Uncertainty-Guided Cross Attention Ensemble Mean Teacher for Semi-supervised Medical Image Segmentation
Meghana Karri, Amit Soni Arya, Koushik Biswas, Nicol`o Gennaro, Vedat Cicek, Gorkem Durak, Yuri S. Velichko, Ulas Bagci
TL;DR
This work tackles semi-supervised medical image segmentation under limited labeled data by introducing UG-CEMT, which fuses a cross-attention ensemble mean teacher with uncertainty-guided consistency regularization and Sharpness-Aware Minimization. The method preserves a shared backbone while enforcing high disparity between sub-networks and uses MC Dropout-derived uncertainty to weight learning signals, implemented in a two-stage training process.
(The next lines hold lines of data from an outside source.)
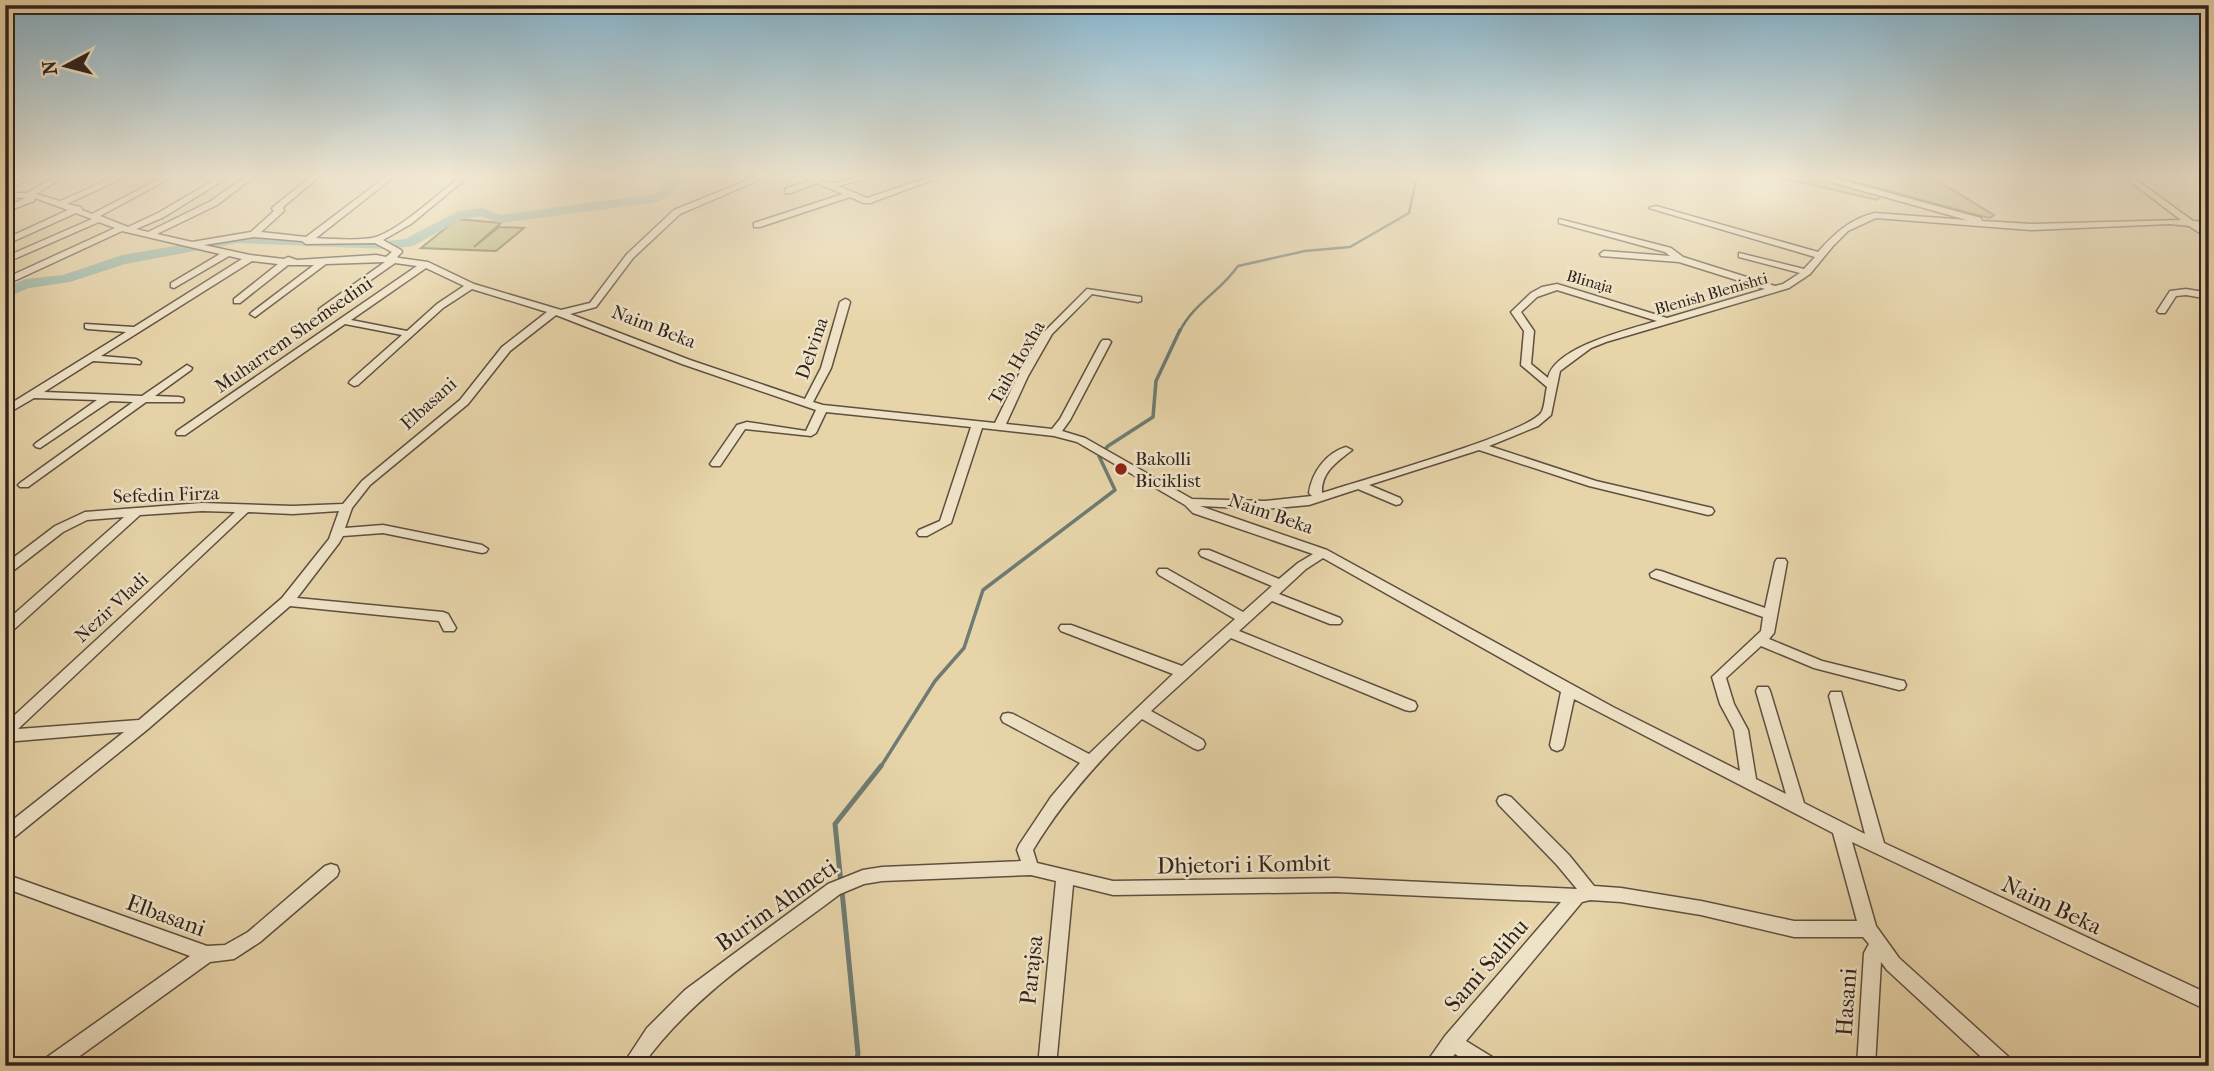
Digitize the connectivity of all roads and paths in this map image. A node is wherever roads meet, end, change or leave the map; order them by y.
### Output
1 (40, 226) edge
2 (79, 226) edge
3 (116, 226) edge
4 (132, 226) edge
5 (167, 226) edge
6 (263, 226) edge
7 (325, 226) edge
8 (404, 226) edge
9 (662, 226) edge
10 (1580, 226) edge
11 (1717, 226) edge
12 (1847, 226) edge
13 (2192, 226) edge
14 (124, 229) junction
15 (254, 234) junction
16 (149, 235) junction
17 (2209, 237) edge
18 (306, 240) junction
19 (5, 242) edge
20 (385, 243) junction
21 (187, 245) junction
22 (229, 252) junction
23 (1604, 254) dead end
24 (1742, 255) dead end
25 (1819, 255) junction
26 (250, 258) junction
27 (395, 259) junction
28 (1680, 259) junction
29 (5, 260) edge
30 (288, 260) junction
31 (326, 260) junction
32 (425, 264) junction
33 (1807, 272) junction
34 (11, 279) dead end
35 (174, 285) dead end
36 (471, 286) junction
37 (1777, 290) junction
38 (2209, 296) edge
39 (1138, 299) dead end
40 (237, 301) dead end
41 (845, 302) dead end
42 (322, 311) dead end
43 (2162, 311) dead end
44 (557, 312) junction
45 (255, 314) dead end
46 (344, 321) junction
47 (1668, 321) junction
48 (88, 326) dead end
49 (136, 330) junction
50 (409, 334) junction
51 (1106, 342) dead end
52 (93, 358) junction
53 (136, 362) dead end
54 (187, 368) dead end
55 (354, 383) dead end
56 (1551, 385) junction
57 (33, 395) junction
58 (109, 397) junction
59 (144, 399) junction
60 (179, 400) dead end
61 (807, 403) junction
62 (821, 408) junction
63 (5, 412) edge
64 (978, 424) junction
65 (999, 427) junction
66 (181, 433) dead end
67 (1055, 433) junction
68 (40, 445) dead end
69 (1479, 446) junction
70 (1346, 450) dead end
71 (716, 464) dead end
72 (24, 485) dead end
73 (1359, 485) junction
74 (1320, 498) junction
75 (1396, 501) dead end
76 (1189, 502) junction
77 (346, 507) junction
78 (139, 510) junction
79 (244, 510) junction
80 (1708, 511) dead end
81 (339, 532) junction
82 (923, 533) dead end
83 (482, 549) dead end
84 (1205, 553) dead end
85 (1323, 553) junction
86 (1781, 562) dead end
87 (5, 571) edge
88 (1163, 572) dead end
89 (1656, 574) dead end
90 (1276, 590) junction
91 (287, 601) junction
92 (1770, 614) junction
93 (1244, 618) junction
94 (1335, 621) dead end
95 (449, 628) dead end
96 (1066, 628) dead end
97 (5, 630) edge
98 (1229, 632) junction
99 (1759, 640) junction
100 (1185, 673) junction
101 (1899, 685) dead end
102 (1569, 689) junction
103 (1763, 691) dead end
104 (1836, 696) dead end
105 (1410, 706) dead end
106 (1141, 712) junction
107 (1008, 718) dead end
108 (143, 725) junction
109 (5, 734) edge
110 (1198, 744) dead end
111 (1557, 745) dead end
112 (1092, 762) junction
113 (1749, 781) junction
114 (1504, 801) dead end
115 (1797, 806) junction
116 (1840, 828) junction
117 (5, 835) edge
118 (1877, 847) junction
119 (1031, 868) junction
120 (331, 871) dead end
121 (1065, 878) junction
122 (5, 881) edge
123 (834, 889) joint
124 (1583, 895) junction
125 (1873, 936) junction
126 (207, 954) junction
127 (2209, 1003) edge
128 (1452, 1042) junction
129 (50, 1066) edge
130 (631, 1066) edge
131 (1047, 1066) edge
132 (1433, 1066) edge
133 (1490, 1066) edge
134 (1866, 1066) edge
135 (2005, 1066) edge

1 - 19 street
2 - 29 street
3 - 14 street, Naim Beka
4 - 14 street
5 - 16 street
6 - 15 street
7 - 18 street
8 - 20 street
9 - 44 street
10 - 28 street
11 - 25 street
12 - 25 street, Blenish Blenishti
13 - 17 street
14 - 16 street, Naim Beka
14 - 34 street
15 - 18 street
15 - 21 street
16 - 21 street, Naim Beka
18 - 20 street
20 - 27 street
21 - 22 street, Naim Beka
22 - 26 street, Naim Beka
22 - 35 street
23 - 28 street
24 - 33 street
25 - 33 street, Blenish Blenishti
26 - 30 street, Naim Beka
26 - 49 street
27 - 31 street, Naim Beka
27 - 32 street, Naim Beka
27 - 42 street
28 - 37 street
30 - 31 street, Naim Beka
30 - 40 street
31 - 45 street
32 - 36 street, Naim Beka
32 - 46 street, Muharrem Shemsedini
33 - 37 street, Blenish Blenishti
36 - 44 street, Naim Beka
36 - 50 street
37 - 47 street, Blenish Blenishti
38 - 43 street
39 - 65 street, Taib Hoxha
41 - 61 street, Delvina
44 - 61 street, Naim Beka
44 - 77 street, Elbasani
46 - 50 street
46 - 66 street, Muharrem Shemsedini
47 - 56 street, Blenish Blenishti
47 - 56 street, Blinaja
48 - 49 street
49 - 52 street
50 - 55 street
51 - 67 street
52 - 53 street
52 - 57 street
54 - 59 street
56 - 69 street, Blenish Blenishti
57 - 58 street
57 - 63 street
58 - 59 street
58 - 68 street
59 - 60 street
59 - 72 street
61 - 62 street, Naim Beka
62 - 64 street, Naim Beka
62 - 71 street
64 - 65 street, Naim Beka
64 - 82 street
65 - 67 street, Naim Beka
67 - 76 street, Naim Beka
69 - 73 street, Blenish Blenishti
69 - 80 street
70 - 74 street
73 - 74 street, Blenish Blenishti
73 - 75 street
74 - 76 street, Blenish Blenishti
76 - 85 street, Naim Beka
77 - 79 street, Sefedin Firza
77 - 81 street, Elbasani
78 - 79 street, Sefedin Firza
78 - 87 street, Sefedin Firza
78 - 97 street
79 - 109 street, Nezir Vladi
81 - 83 street
81 - 91 street, Elbasani
84 - 90 street
85 - 90 street
85 - 102 street, Naim Beka
86 - 92 street
88 - 93 street
89 - 92 street
90 - 93 street
90 - 94 street
91 - 95 street
91 - 108 street, Elbasani
92 - 99 street
93 - 98 street
96 - 100 street
98 - 100 street
98 - 105 street
99 - 101 street
99 - 113 street
100 - 106 street
102 - 111 street
102 - 113 street, Naim Beka
103 - 115 street
104 - 118 street
106 - 110 street
106 - 112 street
107 - 112 street
108 - 109 street
108 - 117 street, Elbasani
112 - 119 street
113 - 115 street, Naim Beka
114 - 124 street
115 - 116 street, Naim Beka
116 - 118 street, Naim Beka
116 - 125 street
118 - 127 street, Naim Beka
119 - 121 street, Dhjetori i Kombit
119 - 123 street, Burim Ahmeti
120 - 126 street, Elbasani
121 - 124 street, Dhjetori i Kombit
121 - 131 street, Parajsa
122 - 126 street, Elbasani
123 - 130 street, Burim Ahmeti
124 - 125 street, Dhjetori i Kombit
124 - 128 street, Sami Salihu
125 - 134 street, Hasani
125 - 135 street
126 - 129 street
128 - 132 street, Sami Salihu
128 - 133 street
Evaluations on 3D left atrium MRI and multi-site prostate MRI show UG-CEMT achieving state-of-the-art performance, approaching fully supervised results with as little as 10% labeled data, and demonstrating strong domain generalization. The approach reduces annotation costs and enhances robustness for clinical deployment, with public code available.
Abstract
This work proposes a novel framework, Uncertainty-Guided Cross Attention Ensemble Mean Teacher (UG-CEMT), for achieving state-of-the-art performance in semi-supervised medical image segmentation. UG-CEMT leverages the strengths of co-training and knowledge distillation by combining a Cross-attention Ensemble Mean Teacher framework (CEMT) inspired by Vision Transformers (ViT) with uncertainty-guided consistency regularization and Sharpness-Aware Minimization emphasizing uncertainty. UG-CEMT improves semi-supervised performance while maintaining a consistent network architecture and task setting by fostering high disparity between sub-networks. Experiments demonstrate significant advantages over existing methods like Mean Teacher and Cross-pseudo Supervision in terms of disparity, domain generalization, and medical image segmentation performance. UG-CEMT achieves state-of-the-art results on multi-center prostate MRI and cardiac MRI datasets, where object segmentation is particularly challenging. Our results show that using only 10\% labeled data, UG-CEMT approaches the performance of fully supervised methods, demonstrating its effectiveness in exploiting unlabeled data for robust medical image segmentation. The code is publicly available at \url{https://github.com/Meghnak13/UG-CEMT}